Деловой атмосферы, начинания дел с грошей и как эти гроши потом превращались в миллионы, у него совсем не чувствуется. Люди по фабрике ходили зверями, ругались по-извозчичьи, вербовали шпионов, обучали всему этому свою администрацию, и это пока все, что сказал Волков о создателях „Русского Манчестера“»[63]. С сожалением должны констатировать, что до сих по-настоящему глубокого, психологически многомерного художественного произведения, связанного с типом ивановского фабриканта, мы еще не имеем, хотя научные, публицистические подступы к нему в последнее время сделаны.
* * *
По крайней мере две фигуры фабрикантов крупно обозначились в нынешней краеведческой литературе Иванова. Это Яков Петрович Гарелин (1820–1890) и Дмитрий Геннадьевич Бурылин (1852–1924).

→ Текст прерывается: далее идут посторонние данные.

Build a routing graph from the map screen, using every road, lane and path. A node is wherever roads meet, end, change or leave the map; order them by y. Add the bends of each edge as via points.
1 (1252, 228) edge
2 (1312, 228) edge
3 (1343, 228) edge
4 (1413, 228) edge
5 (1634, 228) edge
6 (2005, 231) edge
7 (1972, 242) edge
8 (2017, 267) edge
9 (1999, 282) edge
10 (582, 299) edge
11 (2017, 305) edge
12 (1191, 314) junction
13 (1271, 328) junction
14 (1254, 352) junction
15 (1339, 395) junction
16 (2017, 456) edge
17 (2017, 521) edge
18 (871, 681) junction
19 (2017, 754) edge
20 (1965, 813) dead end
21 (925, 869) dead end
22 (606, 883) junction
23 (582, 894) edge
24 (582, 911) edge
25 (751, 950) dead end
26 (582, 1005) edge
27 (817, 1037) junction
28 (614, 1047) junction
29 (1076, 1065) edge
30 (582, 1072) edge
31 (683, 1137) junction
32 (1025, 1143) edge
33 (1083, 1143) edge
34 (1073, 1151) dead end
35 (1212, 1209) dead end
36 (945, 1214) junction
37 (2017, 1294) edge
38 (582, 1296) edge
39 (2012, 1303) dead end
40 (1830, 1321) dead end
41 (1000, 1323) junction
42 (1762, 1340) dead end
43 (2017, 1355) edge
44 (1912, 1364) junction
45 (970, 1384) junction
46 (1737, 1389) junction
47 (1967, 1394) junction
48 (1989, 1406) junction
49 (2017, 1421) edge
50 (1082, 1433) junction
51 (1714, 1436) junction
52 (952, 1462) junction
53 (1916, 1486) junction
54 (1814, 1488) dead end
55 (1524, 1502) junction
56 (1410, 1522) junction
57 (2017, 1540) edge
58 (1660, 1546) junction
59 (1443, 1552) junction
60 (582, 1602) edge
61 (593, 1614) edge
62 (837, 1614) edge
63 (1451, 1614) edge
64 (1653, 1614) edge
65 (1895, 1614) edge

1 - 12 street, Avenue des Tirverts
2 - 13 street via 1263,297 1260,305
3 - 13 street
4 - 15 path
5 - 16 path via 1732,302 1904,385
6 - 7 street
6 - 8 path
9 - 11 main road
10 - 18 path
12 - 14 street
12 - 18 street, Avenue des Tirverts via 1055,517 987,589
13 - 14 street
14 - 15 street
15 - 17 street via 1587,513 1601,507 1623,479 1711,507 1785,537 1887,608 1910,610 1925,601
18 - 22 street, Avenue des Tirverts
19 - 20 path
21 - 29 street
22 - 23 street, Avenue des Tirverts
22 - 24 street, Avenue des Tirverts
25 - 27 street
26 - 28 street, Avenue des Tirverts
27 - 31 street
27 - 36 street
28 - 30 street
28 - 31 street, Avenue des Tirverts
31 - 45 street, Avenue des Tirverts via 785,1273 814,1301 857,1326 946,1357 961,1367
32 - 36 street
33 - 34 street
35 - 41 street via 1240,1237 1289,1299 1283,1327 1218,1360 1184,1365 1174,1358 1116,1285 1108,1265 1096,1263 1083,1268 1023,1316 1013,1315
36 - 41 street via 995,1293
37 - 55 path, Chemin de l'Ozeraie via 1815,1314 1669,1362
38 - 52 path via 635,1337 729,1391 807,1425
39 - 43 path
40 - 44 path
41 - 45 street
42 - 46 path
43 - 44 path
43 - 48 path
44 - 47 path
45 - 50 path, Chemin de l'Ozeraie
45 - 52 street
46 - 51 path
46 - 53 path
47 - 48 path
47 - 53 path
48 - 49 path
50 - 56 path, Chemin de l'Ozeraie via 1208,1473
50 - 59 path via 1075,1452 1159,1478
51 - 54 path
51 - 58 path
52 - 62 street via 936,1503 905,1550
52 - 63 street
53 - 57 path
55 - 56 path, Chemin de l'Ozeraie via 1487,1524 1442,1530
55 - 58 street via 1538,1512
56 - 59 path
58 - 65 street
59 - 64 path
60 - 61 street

Основательную книгу о первом написал доктор исторических наук К. Е. Балдин. Уже в самом ее названии чувствуется широкий масштаб деятельности этого ивановского фабриканта: «Яков Гарелин: предприниматель, историк, меценат» (М., 1993). Автор книги, как говорится, с фактами в руках доказывает, что Яков Петрович по праву носил звание потомственного почетного гражданина и на его счету сотни добрых дел, направленных на улучшение жизни родного Иванова. В их числе коренное преобразование ткацкого оборудования (превращение мануфактуры в фабрику), громадная социально-культурная деятельность, способствующая превращению села Иванова в город Иваново-Вознесенск. По его инициативе здесь открывается больница мастеровых и рабочих, публичная библиотека. В 1853 году на средства мецената издается сборник документов, собранных шуйским историком-краеведом В. А. Борисовым «Старинные акты, служащие преимущественно дополнением к описанию города Шуи и его окрестностей». А в 1885 году увидела свет книга самого Гарелина «Город Иваново-Вознесенск, или бывшее село Иваново и Вознесенский посад», ставшая, по существу, первым основательным краеведческим исследованием истории «русского Манчестера». Лучшим памятником Я. П. Гарелину стало переиздание этой книги в 2001 году, инициированное Ивановской городской администрацией.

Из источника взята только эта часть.